Translation: you can't have your cake and eat it to you greedy asshole.
I can't help but wonder as a 23 year old, educated and assertive woman...how in God's name do I always end up back at square one?
I wake up every morning and suddenly realize how Bill Murray's character must have felt in the movie "Groundhog's Day." And my friends, something has got to give.

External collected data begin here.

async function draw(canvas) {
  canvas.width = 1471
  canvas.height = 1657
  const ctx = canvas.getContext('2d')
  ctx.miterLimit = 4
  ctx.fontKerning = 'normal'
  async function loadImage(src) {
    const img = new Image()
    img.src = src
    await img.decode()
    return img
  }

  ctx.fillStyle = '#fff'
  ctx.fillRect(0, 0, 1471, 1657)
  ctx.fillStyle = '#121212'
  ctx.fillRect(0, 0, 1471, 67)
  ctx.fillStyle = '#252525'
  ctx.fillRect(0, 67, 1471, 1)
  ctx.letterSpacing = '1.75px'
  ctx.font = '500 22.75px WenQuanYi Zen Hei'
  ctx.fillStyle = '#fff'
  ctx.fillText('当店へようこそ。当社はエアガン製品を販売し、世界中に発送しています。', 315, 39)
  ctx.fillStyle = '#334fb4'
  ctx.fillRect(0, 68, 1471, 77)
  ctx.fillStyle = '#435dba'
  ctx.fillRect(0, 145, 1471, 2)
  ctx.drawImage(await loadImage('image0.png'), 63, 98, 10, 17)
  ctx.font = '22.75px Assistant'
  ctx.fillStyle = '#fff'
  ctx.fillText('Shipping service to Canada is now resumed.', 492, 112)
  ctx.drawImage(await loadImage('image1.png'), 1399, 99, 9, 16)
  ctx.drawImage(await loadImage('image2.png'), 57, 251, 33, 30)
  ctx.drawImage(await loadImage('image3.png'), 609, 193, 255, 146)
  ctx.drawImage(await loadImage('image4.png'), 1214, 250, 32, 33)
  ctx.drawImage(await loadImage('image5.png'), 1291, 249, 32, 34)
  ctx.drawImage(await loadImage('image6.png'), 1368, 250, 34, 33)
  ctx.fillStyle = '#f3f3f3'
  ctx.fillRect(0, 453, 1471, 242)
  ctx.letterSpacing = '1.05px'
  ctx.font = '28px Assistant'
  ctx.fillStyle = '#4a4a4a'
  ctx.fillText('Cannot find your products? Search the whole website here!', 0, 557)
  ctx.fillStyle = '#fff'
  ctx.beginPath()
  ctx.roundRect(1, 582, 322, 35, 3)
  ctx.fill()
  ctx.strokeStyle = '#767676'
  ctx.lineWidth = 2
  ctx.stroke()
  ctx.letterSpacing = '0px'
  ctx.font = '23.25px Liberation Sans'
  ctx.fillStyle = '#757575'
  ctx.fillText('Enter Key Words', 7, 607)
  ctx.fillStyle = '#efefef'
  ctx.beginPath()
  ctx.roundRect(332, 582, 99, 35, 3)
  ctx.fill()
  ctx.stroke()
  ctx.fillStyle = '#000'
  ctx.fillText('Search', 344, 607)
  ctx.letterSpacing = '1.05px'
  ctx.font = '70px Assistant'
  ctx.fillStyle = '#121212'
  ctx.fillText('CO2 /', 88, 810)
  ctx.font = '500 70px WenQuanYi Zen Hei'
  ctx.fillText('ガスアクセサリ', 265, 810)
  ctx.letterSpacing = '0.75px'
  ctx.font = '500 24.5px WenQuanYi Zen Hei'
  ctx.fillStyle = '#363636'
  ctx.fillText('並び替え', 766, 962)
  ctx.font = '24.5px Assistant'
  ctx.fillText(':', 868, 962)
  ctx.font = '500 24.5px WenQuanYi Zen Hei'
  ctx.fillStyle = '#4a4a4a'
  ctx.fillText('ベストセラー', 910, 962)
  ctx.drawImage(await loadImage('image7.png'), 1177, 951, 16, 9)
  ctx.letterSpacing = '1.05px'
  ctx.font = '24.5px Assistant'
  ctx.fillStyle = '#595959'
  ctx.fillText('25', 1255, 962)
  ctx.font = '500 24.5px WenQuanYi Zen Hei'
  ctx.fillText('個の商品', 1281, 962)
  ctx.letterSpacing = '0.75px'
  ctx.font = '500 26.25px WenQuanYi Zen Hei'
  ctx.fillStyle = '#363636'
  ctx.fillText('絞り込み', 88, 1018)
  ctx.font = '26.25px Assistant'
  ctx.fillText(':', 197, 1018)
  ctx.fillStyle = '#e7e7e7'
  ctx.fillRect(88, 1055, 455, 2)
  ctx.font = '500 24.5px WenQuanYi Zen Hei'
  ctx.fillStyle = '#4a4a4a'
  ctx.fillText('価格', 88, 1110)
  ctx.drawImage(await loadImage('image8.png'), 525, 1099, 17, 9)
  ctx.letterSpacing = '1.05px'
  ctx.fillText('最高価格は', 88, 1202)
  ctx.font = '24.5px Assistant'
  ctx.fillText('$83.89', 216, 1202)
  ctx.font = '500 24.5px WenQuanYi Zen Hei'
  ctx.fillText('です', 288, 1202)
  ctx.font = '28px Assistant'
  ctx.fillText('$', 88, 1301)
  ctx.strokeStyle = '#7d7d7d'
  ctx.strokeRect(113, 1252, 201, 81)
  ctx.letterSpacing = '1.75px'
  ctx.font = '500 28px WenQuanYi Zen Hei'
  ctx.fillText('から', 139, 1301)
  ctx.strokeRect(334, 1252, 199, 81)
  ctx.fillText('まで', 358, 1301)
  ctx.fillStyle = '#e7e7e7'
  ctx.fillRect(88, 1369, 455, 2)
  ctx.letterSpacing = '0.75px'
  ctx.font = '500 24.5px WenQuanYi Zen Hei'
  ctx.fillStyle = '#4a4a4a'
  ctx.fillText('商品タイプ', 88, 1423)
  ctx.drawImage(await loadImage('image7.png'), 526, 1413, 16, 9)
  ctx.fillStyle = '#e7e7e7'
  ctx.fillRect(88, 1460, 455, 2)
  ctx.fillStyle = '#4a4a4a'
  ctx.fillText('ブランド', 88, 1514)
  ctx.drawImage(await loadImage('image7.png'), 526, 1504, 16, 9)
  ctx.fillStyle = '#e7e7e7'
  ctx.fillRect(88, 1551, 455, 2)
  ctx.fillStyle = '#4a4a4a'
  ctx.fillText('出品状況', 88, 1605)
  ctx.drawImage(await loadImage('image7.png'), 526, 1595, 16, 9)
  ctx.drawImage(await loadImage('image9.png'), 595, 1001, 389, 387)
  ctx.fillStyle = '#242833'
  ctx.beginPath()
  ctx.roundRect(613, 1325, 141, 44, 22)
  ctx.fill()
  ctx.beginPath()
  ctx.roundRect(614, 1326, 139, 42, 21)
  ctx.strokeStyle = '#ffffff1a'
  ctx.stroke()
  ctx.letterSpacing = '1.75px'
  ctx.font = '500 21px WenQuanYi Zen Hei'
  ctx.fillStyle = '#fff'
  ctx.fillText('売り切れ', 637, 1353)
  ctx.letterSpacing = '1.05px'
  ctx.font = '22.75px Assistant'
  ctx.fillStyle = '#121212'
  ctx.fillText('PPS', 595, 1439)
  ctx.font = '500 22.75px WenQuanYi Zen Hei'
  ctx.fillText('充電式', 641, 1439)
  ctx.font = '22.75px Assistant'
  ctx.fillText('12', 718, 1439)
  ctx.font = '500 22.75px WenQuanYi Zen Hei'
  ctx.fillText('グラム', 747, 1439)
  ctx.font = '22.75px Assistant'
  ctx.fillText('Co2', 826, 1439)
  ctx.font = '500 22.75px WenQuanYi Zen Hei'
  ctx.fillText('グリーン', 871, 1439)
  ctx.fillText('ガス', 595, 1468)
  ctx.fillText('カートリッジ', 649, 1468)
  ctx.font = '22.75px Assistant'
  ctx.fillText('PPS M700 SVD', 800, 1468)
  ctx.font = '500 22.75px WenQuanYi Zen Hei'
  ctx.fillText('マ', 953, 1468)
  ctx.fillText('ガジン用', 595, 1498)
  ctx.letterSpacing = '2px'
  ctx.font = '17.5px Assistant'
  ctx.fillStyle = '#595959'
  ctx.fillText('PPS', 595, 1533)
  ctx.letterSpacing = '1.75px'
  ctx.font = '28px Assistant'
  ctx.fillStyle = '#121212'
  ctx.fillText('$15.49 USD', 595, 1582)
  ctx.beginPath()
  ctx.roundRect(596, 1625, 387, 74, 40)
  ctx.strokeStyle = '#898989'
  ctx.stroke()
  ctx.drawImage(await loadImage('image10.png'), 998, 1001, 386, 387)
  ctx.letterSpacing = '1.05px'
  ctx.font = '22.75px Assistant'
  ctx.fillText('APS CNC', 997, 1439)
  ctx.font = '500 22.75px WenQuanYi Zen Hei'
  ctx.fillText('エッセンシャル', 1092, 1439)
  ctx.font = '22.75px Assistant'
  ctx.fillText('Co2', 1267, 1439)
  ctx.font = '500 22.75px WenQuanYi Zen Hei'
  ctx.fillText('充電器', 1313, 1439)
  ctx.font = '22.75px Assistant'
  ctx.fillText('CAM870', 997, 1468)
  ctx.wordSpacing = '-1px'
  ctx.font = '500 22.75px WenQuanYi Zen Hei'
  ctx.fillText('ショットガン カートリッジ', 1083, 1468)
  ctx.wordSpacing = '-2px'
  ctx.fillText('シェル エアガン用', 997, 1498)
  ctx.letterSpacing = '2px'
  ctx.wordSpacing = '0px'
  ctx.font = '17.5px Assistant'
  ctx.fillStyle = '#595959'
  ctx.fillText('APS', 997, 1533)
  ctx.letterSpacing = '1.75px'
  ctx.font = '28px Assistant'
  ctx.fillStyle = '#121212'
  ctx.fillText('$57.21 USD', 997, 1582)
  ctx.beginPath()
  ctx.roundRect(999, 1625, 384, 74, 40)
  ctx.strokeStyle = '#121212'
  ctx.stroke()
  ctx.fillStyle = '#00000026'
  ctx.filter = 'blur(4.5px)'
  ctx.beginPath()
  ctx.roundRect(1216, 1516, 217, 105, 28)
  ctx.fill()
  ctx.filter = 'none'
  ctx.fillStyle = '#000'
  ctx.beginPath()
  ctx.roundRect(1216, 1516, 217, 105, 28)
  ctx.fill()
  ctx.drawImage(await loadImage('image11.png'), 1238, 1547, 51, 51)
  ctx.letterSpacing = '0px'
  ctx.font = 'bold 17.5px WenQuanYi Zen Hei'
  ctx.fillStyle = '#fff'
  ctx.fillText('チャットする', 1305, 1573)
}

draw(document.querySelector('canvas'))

I have moved home to focus on obtaining my master's degree. Its not really home, mind you, just my parent's house. Home is Texas. Home is where I can walk into the bar and a miller is waiting for me by the time I get to the counter (home is also a place of rampant alcoholism, apparently). And now I live in...Michigan. Or as my mother calls it "Wishigan" because she wishes she was in Texas again. I tend to think the nickname is appropriate because I wish people here knew how to drive, dress, and be polite. But unfortunately, I think I need to start formulating some sort of social life here instead of living vicariously through my dear friend's facebook posts back home.
So while I sit here on my ass, wondering if my life will ever resemble anything close to normal, I fear the answer is a resounding HELL TO THE NO. My boyfriend lives 1500 miles away, my friends even further, and my sense of pride is buried somewhere South of hell.
So guess who's picking up writing instead of drinking as a hobby??!
....guess that bachelor's in journalism paid off?